Action item - Below are some records. Say how many of their lines include the string "Galaweni", giving only the number.

Information given -
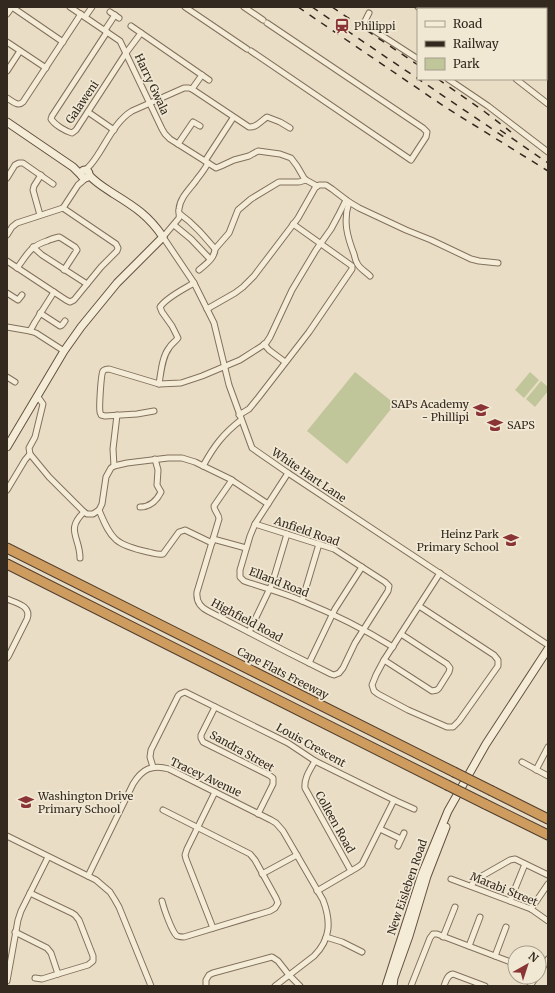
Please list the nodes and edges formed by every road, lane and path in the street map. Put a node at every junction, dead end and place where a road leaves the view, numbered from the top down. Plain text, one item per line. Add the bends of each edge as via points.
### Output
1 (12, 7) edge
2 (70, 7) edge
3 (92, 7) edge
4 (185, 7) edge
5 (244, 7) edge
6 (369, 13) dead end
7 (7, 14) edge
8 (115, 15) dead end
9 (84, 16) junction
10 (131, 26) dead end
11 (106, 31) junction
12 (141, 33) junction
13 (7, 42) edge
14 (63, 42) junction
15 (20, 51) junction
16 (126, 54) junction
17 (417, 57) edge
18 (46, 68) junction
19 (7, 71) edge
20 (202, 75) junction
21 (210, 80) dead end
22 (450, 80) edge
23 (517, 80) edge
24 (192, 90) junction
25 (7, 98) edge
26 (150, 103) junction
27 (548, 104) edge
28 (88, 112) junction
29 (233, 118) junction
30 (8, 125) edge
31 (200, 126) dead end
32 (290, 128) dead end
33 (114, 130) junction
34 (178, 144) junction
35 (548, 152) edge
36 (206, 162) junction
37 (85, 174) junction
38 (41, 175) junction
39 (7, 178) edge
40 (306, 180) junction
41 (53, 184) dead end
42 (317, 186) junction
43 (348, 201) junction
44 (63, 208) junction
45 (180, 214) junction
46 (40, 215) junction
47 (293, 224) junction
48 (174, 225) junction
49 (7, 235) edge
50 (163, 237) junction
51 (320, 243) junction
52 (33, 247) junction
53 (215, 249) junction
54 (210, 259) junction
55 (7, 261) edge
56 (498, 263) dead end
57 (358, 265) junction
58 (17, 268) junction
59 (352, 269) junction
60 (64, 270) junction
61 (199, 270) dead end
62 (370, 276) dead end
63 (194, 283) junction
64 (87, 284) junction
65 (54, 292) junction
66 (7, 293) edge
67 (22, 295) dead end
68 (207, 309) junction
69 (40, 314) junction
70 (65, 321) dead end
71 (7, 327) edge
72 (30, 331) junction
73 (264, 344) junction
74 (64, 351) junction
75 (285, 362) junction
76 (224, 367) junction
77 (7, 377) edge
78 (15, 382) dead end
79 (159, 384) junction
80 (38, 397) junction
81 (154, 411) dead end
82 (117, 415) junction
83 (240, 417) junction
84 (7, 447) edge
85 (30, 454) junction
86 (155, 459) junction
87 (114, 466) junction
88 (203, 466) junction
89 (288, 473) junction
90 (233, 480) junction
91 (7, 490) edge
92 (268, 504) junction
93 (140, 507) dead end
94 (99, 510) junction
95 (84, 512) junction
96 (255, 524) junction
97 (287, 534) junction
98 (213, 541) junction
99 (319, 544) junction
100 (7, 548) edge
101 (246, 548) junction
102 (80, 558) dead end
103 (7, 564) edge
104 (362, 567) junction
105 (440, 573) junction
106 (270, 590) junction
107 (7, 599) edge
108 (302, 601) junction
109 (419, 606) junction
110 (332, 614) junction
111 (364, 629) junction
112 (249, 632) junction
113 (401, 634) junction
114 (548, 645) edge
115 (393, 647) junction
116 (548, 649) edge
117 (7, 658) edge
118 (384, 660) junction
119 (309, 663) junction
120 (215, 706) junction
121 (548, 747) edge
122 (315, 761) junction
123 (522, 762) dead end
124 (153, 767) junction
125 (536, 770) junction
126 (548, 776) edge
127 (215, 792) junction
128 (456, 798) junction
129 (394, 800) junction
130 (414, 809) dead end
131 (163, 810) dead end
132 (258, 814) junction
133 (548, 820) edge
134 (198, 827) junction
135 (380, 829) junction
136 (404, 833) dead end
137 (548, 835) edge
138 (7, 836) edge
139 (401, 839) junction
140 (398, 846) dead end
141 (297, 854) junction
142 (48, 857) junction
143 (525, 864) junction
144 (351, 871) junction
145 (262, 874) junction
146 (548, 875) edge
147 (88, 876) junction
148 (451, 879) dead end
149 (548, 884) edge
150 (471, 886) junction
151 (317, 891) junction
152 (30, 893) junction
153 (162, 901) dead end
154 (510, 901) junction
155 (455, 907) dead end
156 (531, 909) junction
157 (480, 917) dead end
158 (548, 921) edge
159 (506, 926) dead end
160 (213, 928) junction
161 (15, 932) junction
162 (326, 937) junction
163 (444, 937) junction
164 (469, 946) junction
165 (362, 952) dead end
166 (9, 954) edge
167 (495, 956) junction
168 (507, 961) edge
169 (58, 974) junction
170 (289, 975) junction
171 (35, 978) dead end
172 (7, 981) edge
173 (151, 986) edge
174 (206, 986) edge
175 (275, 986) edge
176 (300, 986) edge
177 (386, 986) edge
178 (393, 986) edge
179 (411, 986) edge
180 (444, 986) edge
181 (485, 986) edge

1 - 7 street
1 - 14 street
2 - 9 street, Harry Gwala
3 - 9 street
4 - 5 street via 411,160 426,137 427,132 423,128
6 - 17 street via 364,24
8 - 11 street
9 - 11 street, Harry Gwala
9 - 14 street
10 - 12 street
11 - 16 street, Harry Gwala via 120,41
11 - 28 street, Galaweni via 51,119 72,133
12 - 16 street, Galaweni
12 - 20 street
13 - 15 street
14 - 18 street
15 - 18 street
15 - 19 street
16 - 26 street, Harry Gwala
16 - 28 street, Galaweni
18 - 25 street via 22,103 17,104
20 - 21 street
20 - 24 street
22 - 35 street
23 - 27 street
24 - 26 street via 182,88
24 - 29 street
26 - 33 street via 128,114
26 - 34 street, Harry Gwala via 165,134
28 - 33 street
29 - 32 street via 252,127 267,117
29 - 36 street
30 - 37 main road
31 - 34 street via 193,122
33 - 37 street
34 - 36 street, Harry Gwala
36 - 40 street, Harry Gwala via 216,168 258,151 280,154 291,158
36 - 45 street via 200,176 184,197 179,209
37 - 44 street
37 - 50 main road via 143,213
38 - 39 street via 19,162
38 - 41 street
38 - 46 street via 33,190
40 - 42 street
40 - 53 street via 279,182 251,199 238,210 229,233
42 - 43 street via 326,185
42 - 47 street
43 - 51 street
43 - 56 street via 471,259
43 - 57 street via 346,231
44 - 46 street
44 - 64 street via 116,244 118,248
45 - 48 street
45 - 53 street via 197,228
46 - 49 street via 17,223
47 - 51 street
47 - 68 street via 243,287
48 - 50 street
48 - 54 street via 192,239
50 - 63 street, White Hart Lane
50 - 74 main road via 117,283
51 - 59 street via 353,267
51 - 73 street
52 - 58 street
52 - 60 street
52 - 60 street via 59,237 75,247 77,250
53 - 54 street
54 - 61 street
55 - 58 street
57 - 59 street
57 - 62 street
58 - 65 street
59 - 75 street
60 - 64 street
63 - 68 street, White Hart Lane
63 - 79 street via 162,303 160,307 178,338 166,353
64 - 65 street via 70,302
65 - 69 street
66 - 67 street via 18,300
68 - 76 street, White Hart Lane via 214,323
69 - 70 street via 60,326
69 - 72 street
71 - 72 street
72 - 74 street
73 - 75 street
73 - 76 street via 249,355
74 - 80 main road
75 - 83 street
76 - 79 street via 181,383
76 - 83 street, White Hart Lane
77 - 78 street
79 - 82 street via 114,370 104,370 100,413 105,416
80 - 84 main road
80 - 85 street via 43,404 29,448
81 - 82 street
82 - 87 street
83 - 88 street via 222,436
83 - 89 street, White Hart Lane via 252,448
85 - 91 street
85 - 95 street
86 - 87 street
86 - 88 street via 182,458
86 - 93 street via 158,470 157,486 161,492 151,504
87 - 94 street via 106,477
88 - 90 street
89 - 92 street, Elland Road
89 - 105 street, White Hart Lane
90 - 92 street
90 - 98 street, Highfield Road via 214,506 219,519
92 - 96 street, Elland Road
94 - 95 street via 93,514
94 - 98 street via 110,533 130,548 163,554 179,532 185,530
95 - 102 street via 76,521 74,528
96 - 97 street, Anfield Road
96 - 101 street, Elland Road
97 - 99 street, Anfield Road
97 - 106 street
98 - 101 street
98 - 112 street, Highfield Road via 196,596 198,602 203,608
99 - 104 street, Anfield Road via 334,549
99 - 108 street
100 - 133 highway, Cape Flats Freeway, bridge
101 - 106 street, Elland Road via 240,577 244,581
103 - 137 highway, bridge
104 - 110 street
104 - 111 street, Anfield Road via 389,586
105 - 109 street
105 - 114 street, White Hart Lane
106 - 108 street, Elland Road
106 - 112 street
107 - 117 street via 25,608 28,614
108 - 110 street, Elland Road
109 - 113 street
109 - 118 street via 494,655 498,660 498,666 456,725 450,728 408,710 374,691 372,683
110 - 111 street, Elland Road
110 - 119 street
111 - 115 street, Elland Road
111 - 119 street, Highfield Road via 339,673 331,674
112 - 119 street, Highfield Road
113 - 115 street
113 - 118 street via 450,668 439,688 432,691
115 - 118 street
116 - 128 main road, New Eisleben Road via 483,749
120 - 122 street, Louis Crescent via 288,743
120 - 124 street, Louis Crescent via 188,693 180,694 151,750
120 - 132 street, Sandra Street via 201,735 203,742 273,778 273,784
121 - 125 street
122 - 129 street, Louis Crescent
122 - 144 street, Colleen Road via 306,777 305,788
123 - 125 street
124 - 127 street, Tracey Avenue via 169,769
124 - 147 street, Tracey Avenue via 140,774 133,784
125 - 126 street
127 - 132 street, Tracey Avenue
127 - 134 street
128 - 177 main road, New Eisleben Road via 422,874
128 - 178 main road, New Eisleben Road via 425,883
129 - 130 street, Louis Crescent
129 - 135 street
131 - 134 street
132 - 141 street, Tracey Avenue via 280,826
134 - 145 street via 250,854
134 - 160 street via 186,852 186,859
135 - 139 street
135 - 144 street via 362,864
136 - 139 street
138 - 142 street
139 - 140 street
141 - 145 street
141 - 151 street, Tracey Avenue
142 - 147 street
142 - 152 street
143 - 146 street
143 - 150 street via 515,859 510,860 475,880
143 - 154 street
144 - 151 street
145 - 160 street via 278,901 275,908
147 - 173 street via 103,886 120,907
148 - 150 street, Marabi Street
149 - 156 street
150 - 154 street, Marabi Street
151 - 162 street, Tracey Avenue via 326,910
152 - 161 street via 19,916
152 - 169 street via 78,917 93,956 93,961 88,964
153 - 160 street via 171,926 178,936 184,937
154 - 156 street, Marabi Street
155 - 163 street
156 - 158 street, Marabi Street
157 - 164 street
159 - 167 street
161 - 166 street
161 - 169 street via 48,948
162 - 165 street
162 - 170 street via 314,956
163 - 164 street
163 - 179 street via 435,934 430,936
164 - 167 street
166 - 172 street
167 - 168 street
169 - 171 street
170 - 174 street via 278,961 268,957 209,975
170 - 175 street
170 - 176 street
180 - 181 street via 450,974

Result of this exercise - 3